__ABOUT THIS EXERCISE__
Return, unchanged and with no pictures, the lines below from the very first through the one that contains "Trace all roads".

(Extracted records)

☆ ☆ ☆

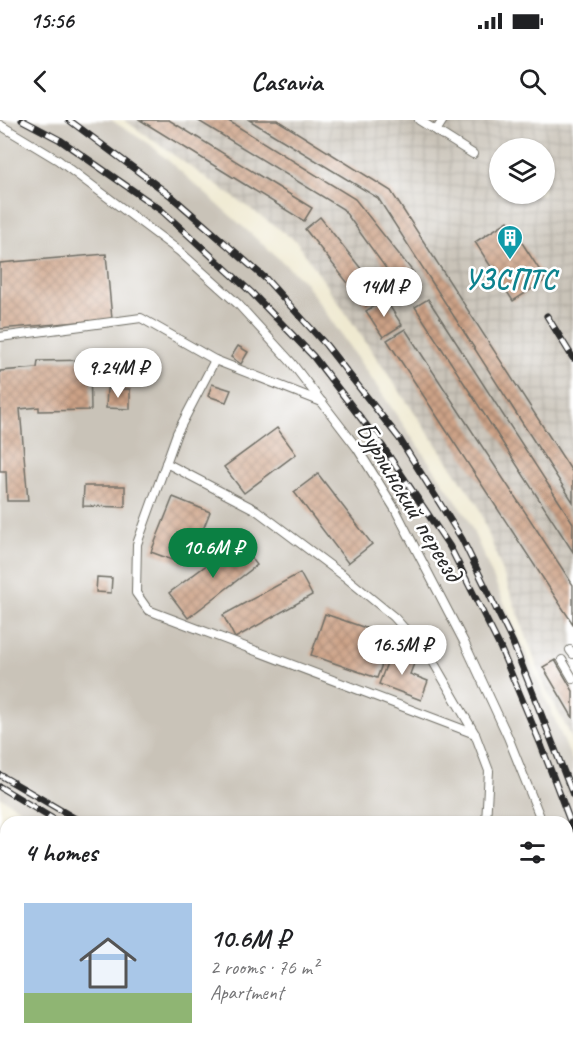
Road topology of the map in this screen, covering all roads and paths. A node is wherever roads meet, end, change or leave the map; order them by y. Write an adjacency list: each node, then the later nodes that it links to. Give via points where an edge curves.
1 (418, 120): 4 (lane)
2 (442, 120): 4 (lane)
3 (0, 125): 8 (lane, Бурлинский переезд, via 58,160 179,251 238,304)
4 (436, 131): 5 (lane)
5 (472, 154)
6 (0, 337): 7 (lane, via 141,318)
7 (215, 360): 8 (lane); 9 (lane)
8 (322, 403): 14 (lane, Бурлинский переезд, via 357,448 395,509 464,642)
9 (166, 463): 12 (lane, via 256,510 394,617 431,658); 12 (lane, via 137,544 136,593 148,610)
10 (562, 660): 11 (lane)
11 (573, 679)
12 (476, 734): 13 (lane, via 489,771)
13 (486, 816)
14 (540, 816)

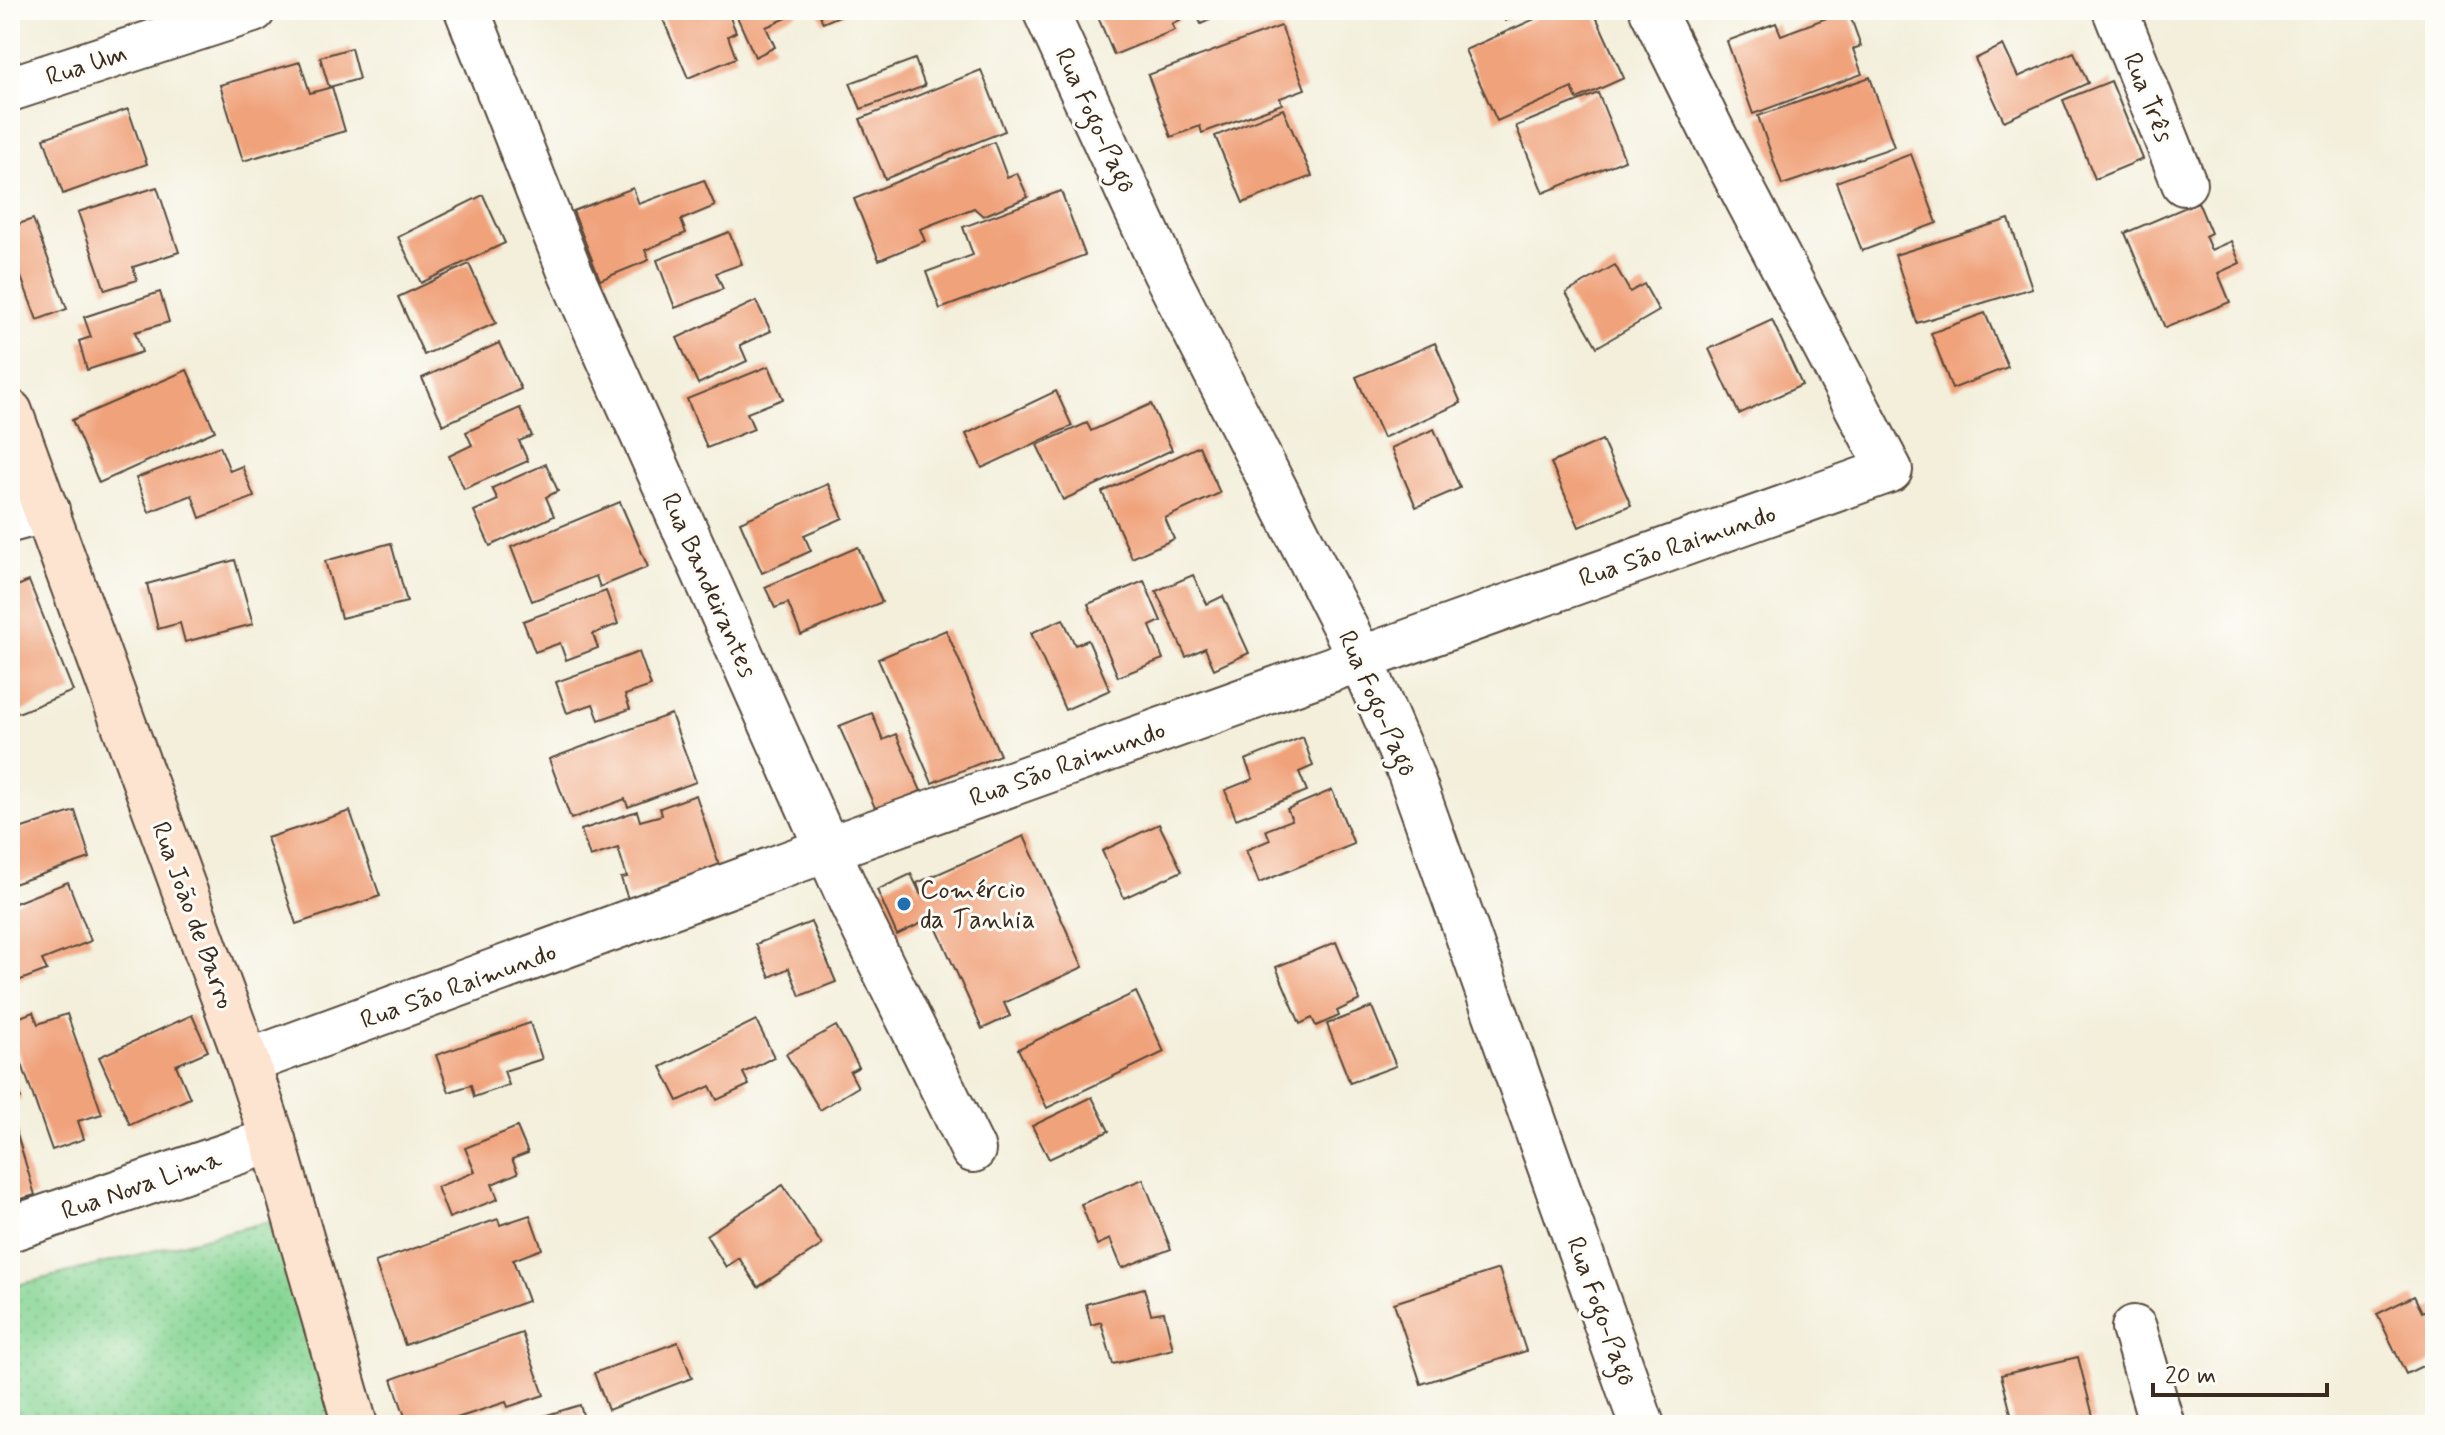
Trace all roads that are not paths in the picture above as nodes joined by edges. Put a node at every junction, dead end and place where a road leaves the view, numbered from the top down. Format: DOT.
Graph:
graph roads {
  1 [pos="253,10"];
  2 [pos="467,10"];
  3 [pos="1045,10"];
  4 [pos="1652,10"];
  5 [pos="2115,10"];
  6 [pos="10,89"];
  7 [pos="2184,183"];
  8 [pos="10,412"];
  9 [pos="29,515"];
  10 [pos="1360,657"];
  11 [pos="828,849"];
  12 [pos="247,1062"];
  13 [pos="273,1140"];
  14 [pos="973,1150"];
  15 [pos="10,1229"];
  16 [pos="2134,1328"];
  17 [pos="355,1425"];
  18 [pos="1642,1425"];
  19 [pos="2162,1425"];
  1 -- 6 [label="street, Rua Um"];
  2 -- 11 [label="street, Rua Bandeirantes"];
  3 -- 10 [label="street, Rua Fogo-Pagô"];
  4 -- 10 [label="street, Rua São Raimundo"];
  5 -- 7 [label="street, Rua Três"];
  8 -- 9 [label="street, Rua João de Barro"];
  9 -- 12 [label="street, Rua João de Barro"];
  10 -- 11 [label="street, Rua São Raimundo"];
  10 -- 18 [label="street, Rua Fogo-Pagô"];
  11 -- 12 [label="street, Rua São Raimundo"];
  11 -- 14 [label="street, Rua Bandeirantes"];
  12 -- 13 [label="street, Rua João de Barro"];
  13 -- 15 [label="street, Rua Nova Lima"];
  13 -- 17 [label="street, Rua João de Barro"];
  16 -- 19 [label="street"];
}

☆ ☆ ☆

__SOLUTION BELOW__
Road topology of the map in this screen, covering all roads and paths. A node is wherever roads meet, end, change or leave the map; order them by y. Write an adjacency list: each node, then the later nodes that it links to. Give via points where an edge curves.
1 (418, 120): 4 (lane)
2 (442, 120): 4 (lane)
3 (0, 125): 8 (lane, Бурлинский переезд, via 58,160 179,251 238,304)
4 (436, 131): 5 (lane)
5 (472, 154)
6 (0, 337): 7 (lane, via 141,318)
7 (215, 360): 8 (lane); 9 (lane)
8 (322, 403): 14 (lane, Бурлинский переезд, via 357,448 395,509 464,642)
9 (166, 463): 12 (lane, via 256,510 394,617 431,658); 12 (lane, via 137,544 136,593 148,610)
10 (562, 660): 11 (lane)
11 (573, 679)
12 (476, 734): 13 (lane, via 489,771)
13 (486, 816)
14 (540, 816)

Trace all roads that are not paths in the picture above as nodes joined by edges. Put a node at every junction, dead end and place where a road leaves the view, numbered from the top down. Format: DOT.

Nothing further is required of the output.